In 2006, Tarana describes how she was so fed up with the sexual violence that she saw in her community, that she took out a piece of paper, wrote ‘Me Too’ at the top and then wrote down an action plan for building a movement of empathy between survivors that would help them to feel like they could heal. 11 years later, what began in her local community became a global movement that shook the world. In this emotional speech, Tarana reflects on what has happened in the years since she first wrote down those words ‘Me Too’, the progress, the setbacks, the backlash, and the emotional weight that it has carried.

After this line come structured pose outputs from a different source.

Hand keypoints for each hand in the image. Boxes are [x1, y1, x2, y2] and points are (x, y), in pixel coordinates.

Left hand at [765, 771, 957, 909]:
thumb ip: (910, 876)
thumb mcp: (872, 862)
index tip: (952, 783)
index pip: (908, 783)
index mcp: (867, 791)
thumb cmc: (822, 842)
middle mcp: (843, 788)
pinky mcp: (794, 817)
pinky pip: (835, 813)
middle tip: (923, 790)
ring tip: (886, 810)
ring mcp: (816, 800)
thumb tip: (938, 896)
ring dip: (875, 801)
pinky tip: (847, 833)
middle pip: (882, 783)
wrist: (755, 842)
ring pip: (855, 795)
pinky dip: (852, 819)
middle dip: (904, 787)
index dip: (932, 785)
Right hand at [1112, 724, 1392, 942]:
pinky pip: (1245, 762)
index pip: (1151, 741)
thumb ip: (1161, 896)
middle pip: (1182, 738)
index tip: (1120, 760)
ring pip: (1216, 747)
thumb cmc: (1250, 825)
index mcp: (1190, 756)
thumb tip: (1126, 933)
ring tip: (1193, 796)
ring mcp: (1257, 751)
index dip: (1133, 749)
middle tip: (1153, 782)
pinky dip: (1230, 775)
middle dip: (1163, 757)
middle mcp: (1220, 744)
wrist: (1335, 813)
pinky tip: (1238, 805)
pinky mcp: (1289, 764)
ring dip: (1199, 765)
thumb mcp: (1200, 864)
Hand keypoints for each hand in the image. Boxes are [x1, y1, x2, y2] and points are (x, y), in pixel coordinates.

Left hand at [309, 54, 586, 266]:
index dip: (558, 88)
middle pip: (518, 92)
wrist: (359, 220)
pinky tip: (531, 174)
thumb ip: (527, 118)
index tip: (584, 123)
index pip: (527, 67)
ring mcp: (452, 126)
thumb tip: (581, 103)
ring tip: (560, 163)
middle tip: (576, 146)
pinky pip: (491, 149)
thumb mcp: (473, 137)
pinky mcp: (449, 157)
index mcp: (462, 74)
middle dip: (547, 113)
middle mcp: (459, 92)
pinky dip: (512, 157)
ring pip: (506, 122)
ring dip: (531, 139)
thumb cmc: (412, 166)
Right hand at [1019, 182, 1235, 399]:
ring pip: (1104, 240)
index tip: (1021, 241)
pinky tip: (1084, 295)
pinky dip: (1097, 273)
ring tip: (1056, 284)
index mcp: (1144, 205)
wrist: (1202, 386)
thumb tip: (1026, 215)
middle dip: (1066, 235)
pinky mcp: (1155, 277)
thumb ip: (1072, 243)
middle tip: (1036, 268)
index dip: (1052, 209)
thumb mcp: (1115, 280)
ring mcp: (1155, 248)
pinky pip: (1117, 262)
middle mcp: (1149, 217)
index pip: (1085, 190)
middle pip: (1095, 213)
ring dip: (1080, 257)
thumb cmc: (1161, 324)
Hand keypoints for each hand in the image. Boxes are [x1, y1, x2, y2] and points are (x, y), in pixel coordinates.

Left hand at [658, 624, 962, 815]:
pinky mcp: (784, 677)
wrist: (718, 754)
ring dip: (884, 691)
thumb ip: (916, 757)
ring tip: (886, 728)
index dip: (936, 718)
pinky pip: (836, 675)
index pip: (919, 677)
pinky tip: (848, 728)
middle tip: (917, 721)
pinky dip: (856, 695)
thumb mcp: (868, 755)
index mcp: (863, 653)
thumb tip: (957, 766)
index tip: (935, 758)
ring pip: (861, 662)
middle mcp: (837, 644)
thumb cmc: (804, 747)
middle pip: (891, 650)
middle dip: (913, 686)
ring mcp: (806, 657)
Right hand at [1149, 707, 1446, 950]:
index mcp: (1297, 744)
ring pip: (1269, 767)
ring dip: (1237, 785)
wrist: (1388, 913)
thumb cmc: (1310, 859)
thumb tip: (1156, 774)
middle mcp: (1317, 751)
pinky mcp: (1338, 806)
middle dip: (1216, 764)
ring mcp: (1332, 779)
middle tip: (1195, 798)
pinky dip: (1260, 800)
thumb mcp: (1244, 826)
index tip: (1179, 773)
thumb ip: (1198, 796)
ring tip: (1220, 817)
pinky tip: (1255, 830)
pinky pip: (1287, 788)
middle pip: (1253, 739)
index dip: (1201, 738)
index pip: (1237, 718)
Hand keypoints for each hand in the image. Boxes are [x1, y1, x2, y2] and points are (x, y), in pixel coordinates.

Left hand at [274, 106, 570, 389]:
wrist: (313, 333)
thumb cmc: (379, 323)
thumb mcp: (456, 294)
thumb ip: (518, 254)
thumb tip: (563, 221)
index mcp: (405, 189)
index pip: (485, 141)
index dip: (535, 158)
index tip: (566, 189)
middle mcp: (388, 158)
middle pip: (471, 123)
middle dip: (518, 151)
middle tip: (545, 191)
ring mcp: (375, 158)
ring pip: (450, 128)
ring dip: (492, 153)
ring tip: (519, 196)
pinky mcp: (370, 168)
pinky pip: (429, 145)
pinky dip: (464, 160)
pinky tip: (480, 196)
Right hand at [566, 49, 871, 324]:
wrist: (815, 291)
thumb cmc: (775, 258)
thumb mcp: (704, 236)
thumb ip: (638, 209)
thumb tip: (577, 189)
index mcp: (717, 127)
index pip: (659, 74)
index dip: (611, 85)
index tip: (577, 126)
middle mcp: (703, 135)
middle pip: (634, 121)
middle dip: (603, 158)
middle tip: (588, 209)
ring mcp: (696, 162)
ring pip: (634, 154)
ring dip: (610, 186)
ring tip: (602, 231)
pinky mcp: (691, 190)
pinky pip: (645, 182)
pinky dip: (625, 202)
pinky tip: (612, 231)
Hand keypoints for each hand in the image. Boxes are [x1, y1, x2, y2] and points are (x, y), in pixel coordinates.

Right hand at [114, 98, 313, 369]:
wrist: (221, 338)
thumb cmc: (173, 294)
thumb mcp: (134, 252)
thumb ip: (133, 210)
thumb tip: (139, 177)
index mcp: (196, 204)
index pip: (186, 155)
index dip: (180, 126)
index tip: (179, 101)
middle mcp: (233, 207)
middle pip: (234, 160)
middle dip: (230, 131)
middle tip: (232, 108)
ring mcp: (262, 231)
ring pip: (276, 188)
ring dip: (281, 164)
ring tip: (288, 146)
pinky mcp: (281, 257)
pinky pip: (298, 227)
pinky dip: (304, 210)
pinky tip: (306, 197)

But she also looks towards the future and the vision of the Me Too movement, which is a collective vision to see a world free of sexual violence. And she tells us, in no uncertain terms, that what it will take is to dismantle the building blocks of sexual violence: power and privilege. Tarana reminds us that we all have a part to play in this vision and that we can “reshape that imbalance by speaking out against it in unison and by creating spaces to speak truth to power.”

6. Hillary Clinton’s United Nations speech at the 4th Women’s Conference in Beijing, 1995

‘If there is one message that echoes forth from this conference, let it be that human rights are women’s rights and women’s rights are human rights once and for all.”

In 1995, first lady Hillary Clinton gave a speech at the 4th UN Women’s Conference in Beijing that would go on to become one of the most formative speeches of her career and an important moment for women’s rights. In it, she famously declared that “women’s rights are human rights” and clearly showed how bettering the lives of women was fundamental to bettering the lives of children and families, and creating a more peaceful and prosperous world. As Hillary so eloquently stated, “as long as discrimination and inequities remain so commonplace everywhere in the world, as long as girls and women are valued less, fed less, fed last, overworked, underpaid, and not schooled, subjected to violence in and outside their homes, the potential of the human family to create a peaceful, prosperous world will not be realised.” 

What was particularly inspiring about that speech, was not only what she said, but where she said it. She defied both US administration and Chinese pressure to water down her remarks and once again showed us what is possible when a woman stands in her own power. Hillary has said she had no idea of the impact that speech would have and that 27 years later, it would continue to inspire so many of us.

This is a small snapshot of the incredible speeches that so many remarkable women have made as they speak truth to power. I hope it inspires you to have the confidence to speak up and let your voice be heard. Because it’s time. Time for inclusiveness. Time for safety. Time for the feminine to be unleashed in all its glorious power. Time indeed for real feminine power.